First, we (Russell and I) have fixed a data corruption bug that has
been plauging us for so long. It was a problem in that prepare_write
would sometimes not read a page. There were two coding errors,
first the valid bits are always true when we allocate
a new page. __pb_block_prepare_write sets the buffer up to date state
if the valid bits are set. This is always done even if the buffer really
isn't up to date.
second, when at_eof is true during a write, __pb_block_prepare_write()
would never read a page. A page must be read first (before modifying) if
the user's write does not start on the page boundary containing EOF.
Russell just checked this in.
The delay_alloc path is broken in a similar way (I think).
Try running the test:
bonnie.engr:~mostek/mmap_l.c
bonnie.engr:~mostek/mmap_l
Run it like:
mmap_l /tmp/a
mmap_l /xfs/a
then cmp the two.
With delay_alloc set, we are not correctly zero'ing the parts of
pages which are not written by a user's write.
The problem comes in the same area where Russell and I found a
data corruption bug (in the delwri path).

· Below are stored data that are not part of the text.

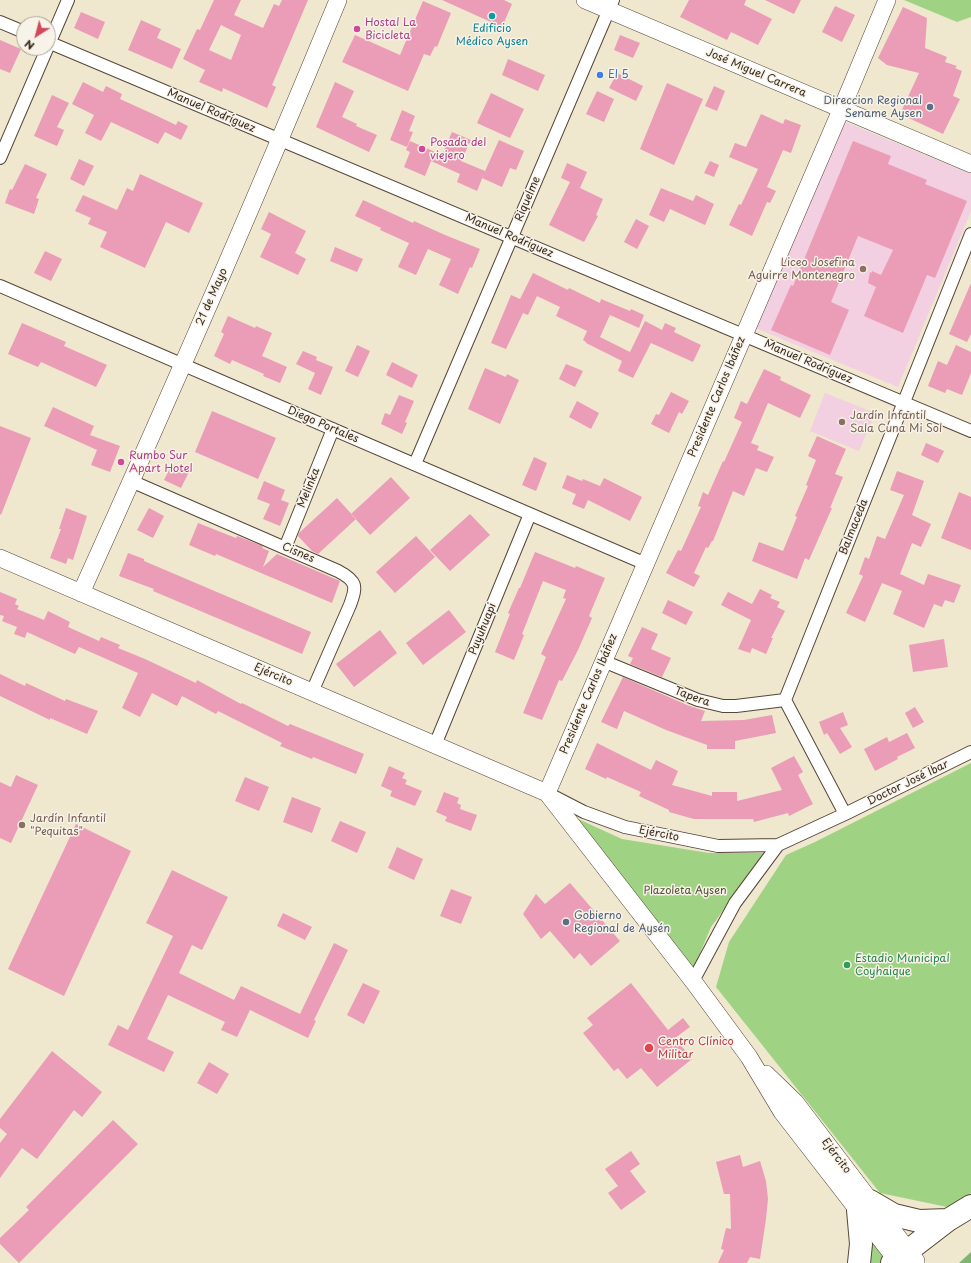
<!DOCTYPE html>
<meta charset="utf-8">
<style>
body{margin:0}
#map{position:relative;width:971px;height:1263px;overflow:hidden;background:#efe7ce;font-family:"Playpen Sans",sans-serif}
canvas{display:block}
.north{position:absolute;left:16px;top:16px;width:40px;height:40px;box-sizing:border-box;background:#f7f3e8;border:1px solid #aca397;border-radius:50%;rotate:216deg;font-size:11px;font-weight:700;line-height:16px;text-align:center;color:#3b2a1e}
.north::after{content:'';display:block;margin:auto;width:14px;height:18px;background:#d1495b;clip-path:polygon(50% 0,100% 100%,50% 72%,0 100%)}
</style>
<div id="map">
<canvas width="971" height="1263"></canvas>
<div class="north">N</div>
</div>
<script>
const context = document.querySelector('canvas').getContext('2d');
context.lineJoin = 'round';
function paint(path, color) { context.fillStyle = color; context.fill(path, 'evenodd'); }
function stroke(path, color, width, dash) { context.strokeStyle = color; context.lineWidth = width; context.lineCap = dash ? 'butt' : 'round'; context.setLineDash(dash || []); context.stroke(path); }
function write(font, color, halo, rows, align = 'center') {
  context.font = font + ' "Playpen Sans",sans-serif'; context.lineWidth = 3; context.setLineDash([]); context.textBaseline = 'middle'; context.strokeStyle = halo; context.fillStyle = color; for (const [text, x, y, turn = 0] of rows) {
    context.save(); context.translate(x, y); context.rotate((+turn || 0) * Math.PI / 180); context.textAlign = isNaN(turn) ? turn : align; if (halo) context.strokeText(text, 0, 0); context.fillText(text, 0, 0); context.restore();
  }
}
paint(new Path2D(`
 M843,121L971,174V211L898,387L753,327Z
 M825,393L875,413L859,451L810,431Z`), '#f2cfe1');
paint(new Path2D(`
 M904,0H971V17L957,22Z
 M971,763V1193L952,1208L880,1193L716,987L729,942L786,855L815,842Z
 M576,818L622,839L709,853H765L711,927L693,970Z
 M867,1228L889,1257L882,1263H865Z`), '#9fd383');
paint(new Path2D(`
 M971,1252V1263H959Z`), '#7fb571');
paint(new Path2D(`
 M214,0H241L234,15L263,28L274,4L279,6L282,0H308L272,85L276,87L267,108L223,88L222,92L199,82L205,70L183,59L197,29L200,30ZM221,25L241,35L231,60L209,50Z
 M442,0H504L512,4L502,27Z
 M689,0H746L744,5L772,19L758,45L731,32L727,40L680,17Z
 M765,0H801L794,14Z
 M423,1L451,13L437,47L435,46L430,56L424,54L408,91L342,62L355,35L400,55Z
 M835,6L855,15L842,42L822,32Z
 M903,7L927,18L925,48L947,57L945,62L957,66L955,68L962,71L953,96L960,99L943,134L900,114L919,73L887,65L878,58Z
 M81,12L105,22L98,39L74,28Z
 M141,20L161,29L157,38L181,49L172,69L128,50Z
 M620,35L640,43L633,58L614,50Z
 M0,40L21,49L10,73L0,69Z
 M508,59L545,75L538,91L502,75Z
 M617,73L643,86L636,101L609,88Z
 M83,82L103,92L106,86L122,94L120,99L153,114L176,125L178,121L188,126L181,140L165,132L158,144L111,122L101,141L85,133L94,115L72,104Z
 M335,82L354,91L342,117L357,124L356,126L377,135L369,152L316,127Z
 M667,83L703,99L674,165L640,149Z
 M714,86L725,91L717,111L705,106Z
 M597,91L614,99L604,122L586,114Z
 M491,93L524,109L510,138L477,123Z
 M52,95L69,103L57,127L64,130L57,146L34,136Z
 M402,110L415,116L409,131L413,132L407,147L390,140Z
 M761,114L783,124L785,119L801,125L791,153L783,150L767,187L776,191L770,203L767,202L752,236L729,225L739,204L741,205L758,169L729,157L735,143L746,147Z
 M452,132L471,140L461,161L485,171L477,191L457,182L460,174L431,161L425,176L404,167L410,152L406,150L410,141L442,155Z
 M499,140L524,151L516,170L510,168L502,187L482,178Z
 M853,141L891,156L888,164L927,180L925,184L967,201L935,278L927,275L903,333L864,316L876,287L868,283L870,272L872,273V271L881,275L893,250L858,236L831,302L849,310L830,355L771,330L791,285L793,286Z
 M79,159L94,166L84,186L70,179Z
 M710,161L719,165L714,177L704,173Z
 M567,163L587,172L580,188L603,199L596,215L598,216L584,242L549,225L570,182L561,178Z
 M25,164L47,174L36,198L39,199L34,214L5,203L10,189L12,190Z
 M140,174L203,203L189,233L166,222L145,268L100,247L107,232L88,224L91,218L75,211L83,195L117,210L127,188L133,191Z
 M661,188L693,201L696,195L714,204L705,225L670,209L664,222L649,215Z
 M363,200L413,223L414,221L445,235L480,249L472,268L470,267L458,294L439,285L451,259L428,249L416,275L398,267L409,243L380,230L381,228L355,216Z
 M269,212L306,231L295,253L306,259L298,275L260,257L271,234L261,229Z
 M636,219L649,226L637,249L624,242Z
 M335,247L363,259L357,272L330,261Z
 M45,251L62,259L51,281L34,273Z
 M533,273L568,290L569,288L600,303L601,299L630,311L631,309L644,315L639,328L610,315L600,337L630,352L645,321L662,330L665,323L676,328L674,332L701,345L693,362L651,343L633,378L618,371L622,361L586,343V342L583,340L587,331L556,316L560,307L537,296L528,315L523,313L506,349L491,343L511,295L520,299Z
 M971,283V334L967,342L949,334Z
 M228,316L255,328L256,326L272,333L262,356L287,367L280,383L263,376L264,374L232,360L230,364L214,356L224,334L221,332Z
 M22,323L66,342L64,346L107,365L96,387L41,362L38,367L8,354Z
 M357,345L370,351L358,377L345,371Z
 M956,345L971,352V373L962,395L947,389L945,393L928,386L938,361L947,365Z
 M303,351L317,357L316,360L333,367L321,395L308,389L315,373L296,364Z
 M392,362L418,375L412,388L386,375Z
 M566,364L583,371L575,387L559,379Z
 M485,368L506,377L507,374L519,380L500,424L468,409Z
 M764,369L781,377L780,380L811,395L800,418L768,403L751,443L759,446L757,450L774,457L767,472L756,468L744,496L733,491L713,541H712L708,548L706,547L694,573L700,576L694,587L666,573L678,550L681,551L701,507L698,506L703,492L708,495L723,461L724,462L742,422L734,418L741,401L747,404Z
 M671,392L689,401L682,414L679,412L669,433L651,424L656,414L659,415Z
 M399,395L414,401L405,422L407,423L402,434L381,424L385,413L390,415Z
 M577,401L599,413L591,429L569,417Z
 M53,407L94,426L90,435L120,446L110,472L91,465L97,450L44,426Z
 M212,411L276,438L258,479L195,452Z
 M0,426L31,438L1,515L0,514Z
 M817,436L846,449L835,474L843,477L830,508H832L809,560L805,558L797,579L752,561L759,542L783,551L797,517L795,516L808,486L806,485L816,460L808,456Z
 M926,443L944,451L938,463L921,455Z
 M534,457L547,463L536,491L522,485Z
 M172,464L189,472L181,488L164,480Z
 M897,471L924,481L912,515L931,524L921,547L912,543L900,574L924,585L928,574L961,585L954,603L945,600L942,607L934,604L924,628L893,614L902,591L882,583L865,622L846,613L863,576L859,574L865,557L869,559L877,536L885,539L904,495L890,490Z
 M567,475L582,481L583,479L600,486L604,478L642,497L630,521L588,500L584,509L572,504L576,494L562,488Z
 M391,477L410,498L370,535L351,514Z
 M264,481L285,490L281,500L289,503L280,526L263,519L270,504L257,499Z
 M959,492L971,497V550L941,538Z
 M337,498L356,519L318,554L312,551L298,536L299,533Z
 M66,508L87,516L73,560L68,558L66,564L50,558L61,529H59Z
 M149,508L164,516L153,538L137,530Z
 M470,514L490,535L450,571L430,550Z
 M198,523L236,538L237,536L263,546L262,548L269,551L263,567L277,554L340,581L332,603L216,554L215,556L189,545Z
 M416,536L435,557L395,593L376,572Z
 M535,552L575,568L576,566L605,578L589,616L592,618L578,650L562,681L559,680L542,720L523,713L546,657L541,654L566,599L563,598L566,590L543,581L522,634L524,635L514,660L495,652L510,614L508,613L519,588H520Z
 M128,553L144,559V561L311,632L302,654L153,591L154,589L119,576Z
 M760,589L772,595L770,598L780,602L777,607L785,611L771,638H773L766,654L752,648L750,653L738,649L751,620L721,605L728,592L752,604Z
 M0,592L17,599L15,604L19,606L17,609L44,620L48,611L70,622L68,627L99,641L101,637L120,645L118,648L145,659L196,683L197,680L241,704L242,703L288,726L290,724L364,754L356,774L313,757L312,759L280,746L282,743L218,711L216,714L182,696L177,706L152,693L140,717L122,708L138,673L79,647L75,654L27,632L25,638L14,634L17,627L2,621L4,616L0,615Z
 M668,600L693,612L686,625L662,613Z
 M449,610L466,632L423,665L406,643Z
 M642,627L658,634L651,649L671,658L662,677L630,664L633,658L628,656Z
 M380,630L397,653L354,687L336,664Z
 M944,639L948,667L913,672L909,645Z
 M0,674L25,686L26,683L65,701L66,699L98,711L87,734L50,718V720L0,696Z
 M623,677L687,705L705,711L701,721L744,720L772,715L776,733L735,741V749H707V745L666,730L624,711L617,729L601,722Z
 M915,707L924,722L913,728L905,713Z
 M843,712L848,725L840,728L852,747L840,754L827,733L824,735L819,722Z
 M907,733L915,748L897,757L898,759L875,771L864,749L887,737L889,742Z
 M597,743L651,770L656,760L678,771L672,785L712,796V792H737V801L782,790L771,768L794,756L803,772L798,775L813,804L789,816L788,813L754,822L753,819H694L669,812V810L639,796L641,792L607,777L606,779L585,769Z
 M389,766L405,773L402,778L407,780L405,784L422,791L415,806L390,796L392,791L381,786Z
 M16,775L38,785L11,843L0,838V782L11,787Z
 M245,777L269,787L259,811L235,801Z
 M444,792L459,798L457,803L461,805L460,809L477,815L471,831L445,821L447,817L436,812Z
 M292,797L321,808L312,833L283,822Z
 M340,821L366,832L357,853L331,841Z
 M76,824L131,851L64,996L8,969Z
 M397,847L423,859L414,880L388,868Z
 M172,870L228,897L202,950L192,945L179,973L234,1000L241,986L300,1014L334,943L348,950L314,1020L316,1021L308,1038L250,1010L237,1037L221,1030L225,1022L168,995L147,1039L174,1052L164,1072L108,1045L118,1025L128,1030L173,936L146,923Z
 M570,883L620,941L591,966L580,953L574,959L550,931L541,939L523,914L536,894L545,904Z
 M451,889L472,897L461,924L440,916Z
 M283,913L312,927L305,940L277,926Z
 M363,983L380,991L364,1024L347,1015Z
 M631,983L668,1030L683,1018L690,1027L675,1038L692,1059L657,1087L641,1068L627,1079L618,1068L614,1071L583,1033L593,1025L587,1018Z
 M52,1051L102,1092L82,1117L74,1110L37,1159L22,1148L0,1178V1143L7,1134L0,1128V1119Z
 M209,1062L229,1074L217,1094L197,1083Z
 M113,1120L138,1144L19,1263L0,1244V1238L29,1210L26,1207Z
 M631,1151L640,1164L630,1171L646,1192L621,1210L608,1193L618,1186L605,1169Z
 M740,1155L743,1167L760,1161L766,1181L768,1199L766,1219L760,1259L750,1257L747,1263H718L724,1250L721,1249L726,1228L731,1229L730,1194H724L716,1162Z`), '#eb9db7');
const street = new Path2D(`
 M0,22L24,32
 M48,42L971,431
 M0,158L68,0
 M0,286L646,564
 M415,464L613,0
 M131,481L338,571C357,581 357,586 350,605L312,692
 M285,548L333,429
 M603,661L698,700L723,706H736L785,700
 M435,745L530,514
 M551,795L584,812L625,827L718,846L778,845L845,814L971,752
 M845,814L785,700L971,234
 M693,981L735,903L778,845`);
const secondary = new Path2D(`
 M585,0L971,164
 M0,558L547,793L693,981L749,1057L782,1112L899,1263
 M81,593C170,396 256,199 338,0
 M547,793L850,89L887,0
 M766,1074L795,1102L916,1261`);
const highway = new Path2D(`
 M870,1201L894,1215L919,1221L948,1220
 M858,1210L861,1244L859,1263
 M892,1263L948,1220L971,1206`);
stroke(street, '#564638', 14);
stroke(secondary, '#564638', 18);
stroke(highway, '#564638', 24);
stroke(street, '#fff', 12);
stroke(secondary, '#fff', 17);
stroke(highway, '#fff', 22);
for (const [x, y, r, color] of [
 [492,16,4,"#0f9aa8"],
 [357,29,4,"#d1479c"],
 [600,75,4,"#3f7fe0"],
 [930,107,4,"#5c6f8a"],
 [422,149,4,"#d1479c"],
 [863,269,4,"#8d6e63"],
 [842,422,4,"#8d6e63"],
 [121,462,4,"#d1479c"],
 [22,825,4,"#8d6e63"],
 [566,922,4,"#5c6f8a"],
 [847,965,4,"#2e9e5b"],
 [649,1048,5,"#e0444e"]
]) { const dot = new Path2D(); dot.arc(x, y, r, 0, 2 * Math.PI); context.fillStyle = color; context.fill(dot); stroke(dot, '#f7f3e8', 1.5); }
write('11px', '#b23c85', '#f7f3e8', [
 ["Hostal La",365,23],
 ["Bicicleta",365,36],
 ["Posada del",430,143],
 ["viejero",430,156],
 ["Rumbo Sur",129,456],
 ["Apart Hotel",129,469]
], 'left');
write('11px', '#0d838f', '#f7f3e8', [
 ["Edificio",492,29],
 ["Médico Aysen",492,42]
]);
write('11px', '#3b2a1e', '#f7f3e8', [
 ["José Miguel Carrera",756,73,23],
 ["Manuel Rodríguez",211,111,23],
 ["Riquelme",528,199,-67],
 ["Manuel Rodríguez",509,236,23],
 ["21 de Mayo",212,297,-66],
 ["Manuel Rodríguez",808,362,23],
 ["Presidente Carlos Ibáñez",717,397,-67],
 ["Diego Portales",323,425,23],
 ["Melinka",309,488,-68],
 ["Balmaceda",854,527,-68],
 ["Cisnes",298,553,23],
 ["Puyuhuapi",483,629,-68],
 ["Ejército",273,675,23],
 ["Presidente Carlos Ibáñez",589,694,-67],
 ["Tapera",692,697,20],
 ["Doctor José Ibar",908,783,-26],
 ["Ejército",659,834,11],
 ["Ejército",836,1156,53]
]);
write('11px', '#366cbe', '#f7f3e8', [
 ["El 5",608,75]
], 'left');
write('11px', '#4e5e75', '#f7f3e8', [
 ["Direccion Regional",922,101],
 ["Sename Aysen",922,114],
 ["Gobierno",574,916,"left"],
 ["Regional de Aysén",574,929,"left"]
], 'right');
write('11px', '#785e54', '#f7f3e8', [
 ["Liceo Josefina",855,263,"right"],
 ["Aguirre Montenegro",855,276,"right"],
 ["Jardín Infantil",850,416],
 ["Sala Cuna Mi Sol",850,429],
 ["Jardín Infantil",30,819],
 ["\"Pequitas\"",30,832]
], 'left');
write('11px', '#545437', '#f7f3e8', [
 ["Plazoleta Aysen",685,891]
]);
write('11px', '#27864d', '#f7f3e8', [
 ["Estadio Municipal",855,959],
 ["Coyhaique",855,972]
], 'left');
write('11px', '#be3a42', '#f7f3e8', [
 ["Centro Clínico",658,1042],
 ["Militar",658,1055]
], 'left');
</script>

The bug is that the block_map invalid bits are never set when we calls
grab_cche_page . It returns a page with the block_map all zeros (i.e.
Valid).
__pb_block_prepare_write_async checks early on:
if (PageBlockAllValid(page)) {
dprintk(pbpw_debug, ("pbpw: page all valid\n"));
goto out;
}
which will always get one to goto out.
We tried fixing this by calling:
PageBlockSetAllInvalid(page);
right after grab_cache_page but this breaks doio with 5 threads.
Do you want to pick this up?
Jim
|